Considering how well Kindles have done, with very little marketing, I do think they might benefit by some, but I do not really agree that they missed out here. I think the most compelling tool is the overwhelming amount of satisfied customers. After I saw it on Oprah, I checked the customer reviews on Amazon and that really sold me. If I was Amazon, I would make sure to give some out to Ellen's audience, when she does her Christmas give away shows... and to any other media stars with big mouths, the View would be good and also the new Bonnie Hunt show, which I love.

I also think the Sony at Target will be a good thing for Kindle as well. The more awareness about e readers in general is good for all e readers and savvy consumers will want to do more research and quickly may discover there is an even better one on the market!


----------



## jah (Oct 28, 2008)

I think Amazon has more bite off more then it can chew right now in regards to the kindle, the wait list is now 11 week+.
Right now the can't keep it instock. 

Jodi


----------



## marianneg (Nov 4, 2008)

I know of some people who have been turned _off_ the Sony because the display in the store wasn't working, so.... Also, if amazon sell the devices via Target (or some other B&M affiliate), you have to give them their cut, so the price is going to go _up_ by doing that, at least in the short term, and I don't know if amazon can afford that right now. I agree with Jodi, too, if they can't meet production demand now, there is no reason to try to increase it until they ramp up manufacturing.

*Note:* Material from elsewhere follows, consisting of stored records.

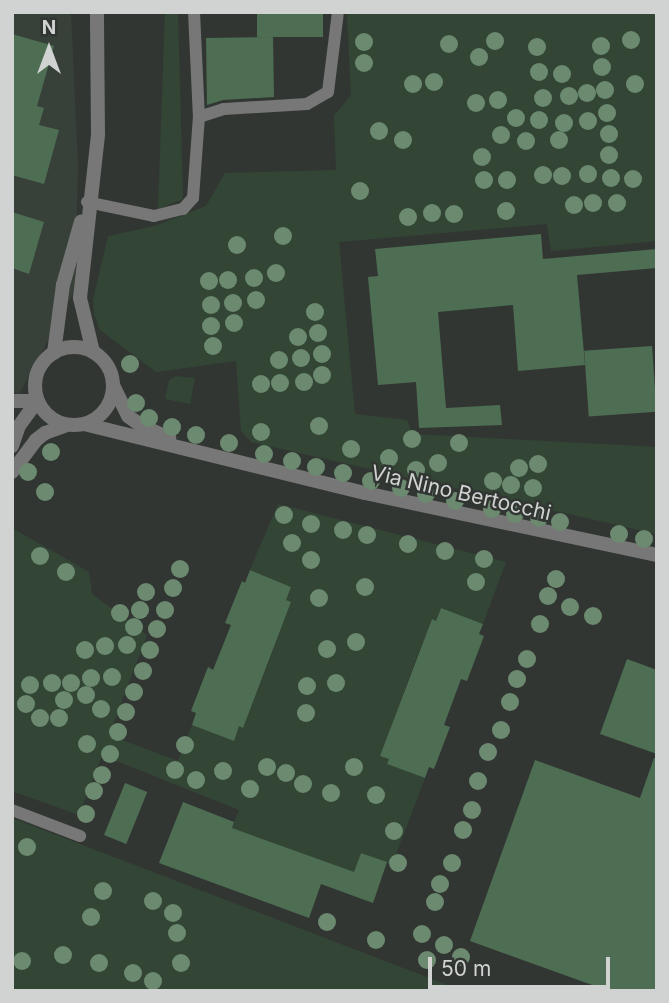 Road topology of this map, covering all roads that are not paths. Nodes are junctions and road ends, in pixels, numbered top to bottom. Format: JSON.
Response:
{"nodes":[{"id":1,"x":97,"y":12,"type":"edge"},
{"id":2,"x":194,"y":12,"type":"edge"},
{"id":3,"x":338,"y":12,"type":"edge"},
{"id":4,"x":199,"y":117,"type":"junction"},
{"id":5,"x":89,"y":203,"type":"junction"},
{"id":6,"x":93,"y":352,"type":"junction"},
{"id":7,"x":54,"y":353,"type":"junction"},
{"id":8,"x":113,"y":385,"type":"junction"},
{"id":9,"x":12,"y":401,"type":"edge"},
{"id":10,"x":37,"y":401,"type":"junction"},
{"id":11,"x":84,"y":424,"type":"junction"},
{"id":12,"x":67,"y":425,"type":"junction"},
{"id":13,"x":12,"y":446,"type":"edge"},
{"id":14,"x":257,"y":466,"type":"junction"},
{"id":15,"x":12,"y":471,"type":"edge"},
{"id":16,"x":657,"y":555,"type":"edge"},
{"id":17,"x":12,"y":810,"type":"edge"},
{"id":18,"x":80,"y":836,"type":"dead end"}],
"edges":[{"from":1,"to":5,"type":"street"},
{"from":2,"to":4,"type":"lane"},
{"from":3,"to":4,"type":"lane"},
{"from":4,"to":5,"type":"lane"},
{"from":5,"to":6,"type":"street","name":"Via Nino Bertocchi"},
{"from":5,"to":7,"type":"street"},
{"from":6,"to":7,"type":"street"},
{"from":6,"to":8,"type":"street","name":"Via Nino Bertocchi"},
{"from":7,"to":10,"type":"street"},
{"from":8,"to":11,"type":"street"},
{"from":8,"to":14,"type":"street","name":"Via Nino Bertocchi"},
{"from":9,"to":10,"type":"street"},
{"from":10,"to":12,"type":"street"},
{"from":10,"to":13,"type":"street"},
{"from":11,"to":12,"type":"street","name":"Via Nino Bertocchi"},
{"from":11,"to":14,"type":"street","name":"Via Nino Bertocchi"},
{"from":12,"to":15,"type":"street"},
{"from":14,"to":16,"type":"street","name":"Via Nino Bertocchi"},
{"from":17,"to":18,"type":"lane"}]}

(BTW, the "free books" for the Sony are classics in the public domain that anyone can download for the Kindle as well, or even to read on a computer.)


----------



## Ann in Arlington (Oct 27, 2008)

There was a James Patterson version of the Sony Reader for a while.  Came with a special cover and several of his books pre-loaded.  Cost a little more than the standard version I think.

Ann


----------



## MikeD (Nov 5, 2008)

A company changes marketing strategy in order to increase sales. Amazon cannot keep up with the demand as it is. I can't see why they would want to be more aggressive in their marketing if the end result is just a longer waiting list.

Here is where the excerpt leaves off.